Task:
Whenever a line in the material below contains "Jackson", copy that line.

Data extract:
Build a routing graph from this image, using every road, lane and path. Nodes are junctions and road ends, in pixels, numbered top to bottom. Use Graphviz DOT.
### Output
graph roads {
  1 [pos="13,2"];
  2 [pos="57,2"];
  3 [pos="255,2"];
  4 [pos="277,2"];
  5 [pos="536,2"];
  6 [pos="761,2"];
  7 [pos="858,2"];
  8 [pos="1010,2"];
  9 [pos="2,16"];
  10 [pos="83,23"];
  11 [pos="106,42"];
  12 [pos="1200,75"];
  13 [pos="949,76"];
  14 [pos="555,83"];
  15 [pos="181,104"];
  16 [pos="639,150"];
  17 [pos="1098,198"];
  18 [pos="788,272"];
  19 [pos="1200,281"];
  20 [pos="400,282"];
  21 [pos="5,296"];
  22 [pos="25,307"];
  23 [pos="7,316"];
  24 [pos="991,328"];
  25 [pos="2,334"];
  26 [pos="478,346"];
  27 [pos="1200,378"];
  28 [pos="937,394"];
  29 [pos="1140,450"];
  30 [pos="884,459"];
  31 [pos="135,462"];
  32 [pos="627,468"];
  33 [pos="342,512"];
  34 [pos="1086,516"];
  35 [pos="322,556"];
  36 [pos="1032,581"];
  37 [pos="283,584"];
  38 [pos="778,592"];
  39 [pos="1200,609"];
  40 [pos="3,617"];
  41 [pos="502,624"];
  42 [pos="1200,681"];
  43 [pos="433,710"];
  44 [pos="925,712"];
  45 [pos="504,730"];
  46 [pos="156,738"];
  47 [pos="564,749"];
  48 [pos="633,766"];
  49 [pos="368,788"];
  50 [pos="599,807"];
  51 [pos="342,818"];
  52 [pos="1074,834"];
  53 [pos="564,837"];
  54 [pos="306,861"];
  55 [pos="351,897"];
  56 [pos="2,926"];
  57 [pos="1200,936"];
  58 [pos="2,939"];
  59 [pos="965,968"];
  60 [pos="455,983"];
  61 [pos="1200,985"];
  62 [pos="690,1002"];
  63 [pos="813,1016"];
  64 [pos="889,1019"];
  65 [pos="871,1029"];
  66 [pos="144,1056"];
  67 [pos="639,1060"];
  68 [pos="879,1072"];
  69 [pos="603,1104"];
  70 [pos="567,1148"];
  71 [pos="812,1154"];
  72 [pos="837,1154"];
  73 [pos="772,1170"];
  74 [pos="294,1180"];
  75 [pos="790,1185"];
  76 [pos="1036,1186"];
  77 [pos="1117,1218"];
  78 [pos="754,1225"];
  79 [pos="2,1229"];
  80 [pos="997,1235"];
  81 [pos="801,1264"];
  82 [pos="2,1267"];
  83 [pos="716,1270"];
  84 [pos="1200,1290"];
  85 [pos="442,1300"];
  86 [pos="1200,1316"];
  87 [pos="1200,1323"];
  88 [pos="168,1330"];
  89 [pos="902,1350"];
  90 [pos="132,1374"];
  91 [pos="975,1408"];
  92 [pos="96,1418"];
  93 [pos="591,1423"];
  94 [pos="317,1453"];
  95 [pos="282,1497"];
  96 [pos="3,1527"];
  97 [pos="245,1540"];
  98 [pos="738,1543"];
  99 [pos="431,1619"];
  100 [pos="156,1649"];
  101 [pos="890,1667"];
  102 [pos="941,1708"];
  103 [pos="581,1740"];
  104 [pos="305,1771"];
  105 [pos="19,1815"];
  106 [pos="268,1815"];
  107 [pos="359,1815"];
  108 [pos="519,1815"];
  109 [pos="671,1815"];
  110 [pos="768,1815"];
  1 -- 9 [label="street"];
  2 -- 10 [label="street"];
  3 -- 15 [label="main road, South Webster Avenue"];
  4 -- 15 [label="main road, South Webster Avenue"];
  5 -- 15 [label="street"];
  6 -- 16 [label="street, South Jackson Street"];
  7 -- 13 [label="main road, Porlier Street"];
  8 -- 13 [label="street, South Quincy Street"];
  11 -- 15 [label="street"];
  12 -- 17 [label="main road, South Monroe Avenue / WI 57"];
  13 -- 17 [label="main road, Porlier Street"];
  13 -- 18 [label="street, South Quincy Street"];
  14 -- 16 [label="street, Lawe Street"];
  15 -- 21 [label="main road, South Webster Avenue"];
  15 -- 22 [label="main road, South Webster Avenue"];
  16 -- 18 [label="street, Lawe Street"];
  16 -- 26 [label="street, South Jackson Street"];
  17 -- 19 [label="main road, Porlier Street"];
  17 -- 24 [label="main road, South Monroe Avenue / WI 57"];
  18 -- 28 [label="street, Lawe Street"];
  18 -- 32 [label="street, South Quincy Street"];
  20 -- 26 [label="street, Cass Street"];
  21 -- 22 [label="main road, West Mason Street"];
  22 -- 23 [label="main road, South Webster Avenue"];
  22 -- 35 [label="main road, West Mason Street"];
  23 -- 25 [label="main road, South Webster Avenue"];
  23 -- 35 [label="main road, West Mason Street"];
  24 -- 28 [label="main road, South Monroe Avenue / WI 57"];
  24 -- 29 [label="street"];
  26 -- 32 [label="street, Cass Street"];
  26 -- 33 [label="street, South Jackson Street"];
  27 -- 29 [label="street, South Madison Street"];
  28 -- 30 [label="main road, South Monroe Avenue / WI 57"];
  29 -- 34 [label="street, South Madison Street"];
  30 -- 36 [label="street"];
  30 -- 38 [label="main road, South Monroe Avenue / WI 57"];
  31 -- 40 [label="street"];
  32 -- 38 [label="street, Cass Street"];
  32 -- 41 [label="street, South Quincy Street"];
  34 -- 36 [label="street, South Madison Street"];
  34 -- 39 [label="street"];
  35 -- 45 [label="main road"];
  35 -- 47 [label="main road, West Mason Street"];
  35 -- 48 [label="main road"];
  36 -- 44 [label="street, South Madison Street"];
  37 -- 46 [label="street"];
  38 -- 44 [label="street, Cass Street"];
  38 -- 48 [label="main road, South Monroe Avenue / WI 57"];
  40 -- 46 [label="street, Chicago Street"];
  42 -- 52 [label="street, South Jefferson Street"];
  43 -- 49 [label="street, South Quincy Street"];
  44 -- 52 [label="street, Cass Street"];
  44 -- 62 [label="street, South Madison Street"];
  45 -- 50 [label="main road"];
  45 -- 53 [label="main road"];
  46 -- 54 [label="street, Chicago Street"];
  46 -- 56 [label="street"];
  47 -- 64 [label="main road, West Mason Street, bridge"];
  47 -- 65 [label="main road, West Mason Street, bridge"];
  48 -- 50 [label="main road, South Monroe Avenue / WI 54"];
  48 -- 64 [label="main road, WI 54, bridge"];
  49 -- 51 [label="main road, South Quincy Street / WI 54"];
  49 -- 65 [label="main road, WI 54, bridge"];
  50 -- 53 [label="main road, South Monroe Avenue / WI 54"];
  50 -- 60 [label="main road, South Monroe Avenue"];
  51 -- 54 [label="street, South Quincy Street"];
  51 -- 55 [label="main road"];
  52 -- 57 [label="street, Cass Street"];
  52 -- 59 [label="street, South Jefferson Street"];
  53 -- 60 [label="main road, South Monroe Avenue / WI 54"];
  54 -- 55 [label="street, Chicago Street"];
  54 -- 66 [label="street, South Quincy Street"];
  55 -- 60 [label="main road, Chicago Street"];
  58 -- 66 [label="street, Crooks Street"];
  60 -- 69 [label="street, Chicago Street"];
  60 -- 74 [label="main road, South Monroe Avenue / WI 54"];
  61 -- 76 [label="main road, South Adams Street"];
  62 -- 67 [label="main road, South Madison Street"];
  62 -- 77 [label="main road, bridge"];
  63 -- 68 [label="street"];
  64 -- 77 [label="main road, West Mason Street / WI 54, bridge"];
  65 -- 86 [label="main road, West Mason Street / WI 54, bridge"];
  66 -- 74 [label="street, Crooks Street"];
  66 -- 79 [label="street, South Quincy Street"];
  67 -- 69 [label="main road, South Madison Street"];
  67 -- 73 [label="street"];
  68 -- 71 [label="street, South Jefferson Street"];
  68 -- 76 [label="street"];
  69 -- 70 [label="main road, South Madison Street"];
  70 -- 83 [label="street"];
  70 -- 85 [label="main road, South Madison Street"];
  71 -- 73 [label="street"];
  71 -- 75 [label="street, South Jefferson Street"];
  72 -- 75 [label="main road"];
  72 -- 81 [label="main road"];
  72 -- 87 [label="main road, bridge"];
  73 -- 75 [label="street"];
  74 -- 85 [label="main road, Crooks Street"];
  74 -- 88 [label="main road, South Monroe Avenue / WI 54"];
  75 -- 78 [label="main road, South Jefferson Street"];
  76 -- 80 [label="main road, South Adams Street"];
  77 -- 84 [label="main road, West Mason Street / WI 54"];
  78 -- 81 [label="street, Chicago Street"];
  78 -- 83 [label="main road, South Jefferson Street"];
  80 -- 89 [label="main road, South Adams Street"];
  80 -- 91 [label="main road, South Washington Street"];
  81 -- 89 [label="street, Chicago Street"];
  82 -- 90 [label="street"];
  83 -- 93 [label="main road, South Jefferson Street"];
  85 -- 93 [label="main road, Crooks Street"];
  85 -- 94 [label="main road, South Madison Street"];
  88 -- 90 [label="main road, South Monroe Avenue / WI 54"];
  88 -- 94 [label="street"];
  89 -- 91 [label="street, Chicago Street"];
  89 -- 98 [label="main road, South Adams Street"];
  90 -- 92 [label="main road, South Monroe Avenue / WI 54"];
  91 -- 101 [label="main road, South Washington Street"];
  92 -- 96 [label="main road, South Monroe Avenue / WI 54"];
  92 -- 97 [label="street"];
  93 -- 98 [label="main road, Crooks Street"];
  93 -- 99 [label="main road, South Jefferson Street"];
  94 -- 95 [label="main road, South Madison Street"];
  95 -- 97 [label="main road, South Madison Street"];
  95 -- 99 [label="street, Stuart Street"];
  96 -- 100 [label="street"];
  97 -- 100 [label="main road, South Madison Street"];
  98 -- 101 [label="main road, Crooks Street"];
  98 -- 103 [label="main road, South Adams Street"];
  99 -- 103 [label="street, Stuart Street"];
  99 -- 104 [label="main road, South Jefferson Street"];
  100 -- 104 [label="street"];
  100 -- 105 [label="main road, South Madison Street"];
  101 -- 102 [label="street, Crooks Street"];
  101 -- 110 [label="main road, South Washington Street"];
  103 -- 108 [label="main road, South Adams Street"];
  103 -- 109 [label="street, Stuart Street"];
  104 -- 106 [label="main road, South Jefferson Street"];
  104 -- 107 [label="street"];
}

Written answer:
  6 -- 16 [label="street, South Jackson Street"];
  16 -- 26 [label="street, South Jackson Street"];
  26 -- 33 [label="street, South Jackson Street"];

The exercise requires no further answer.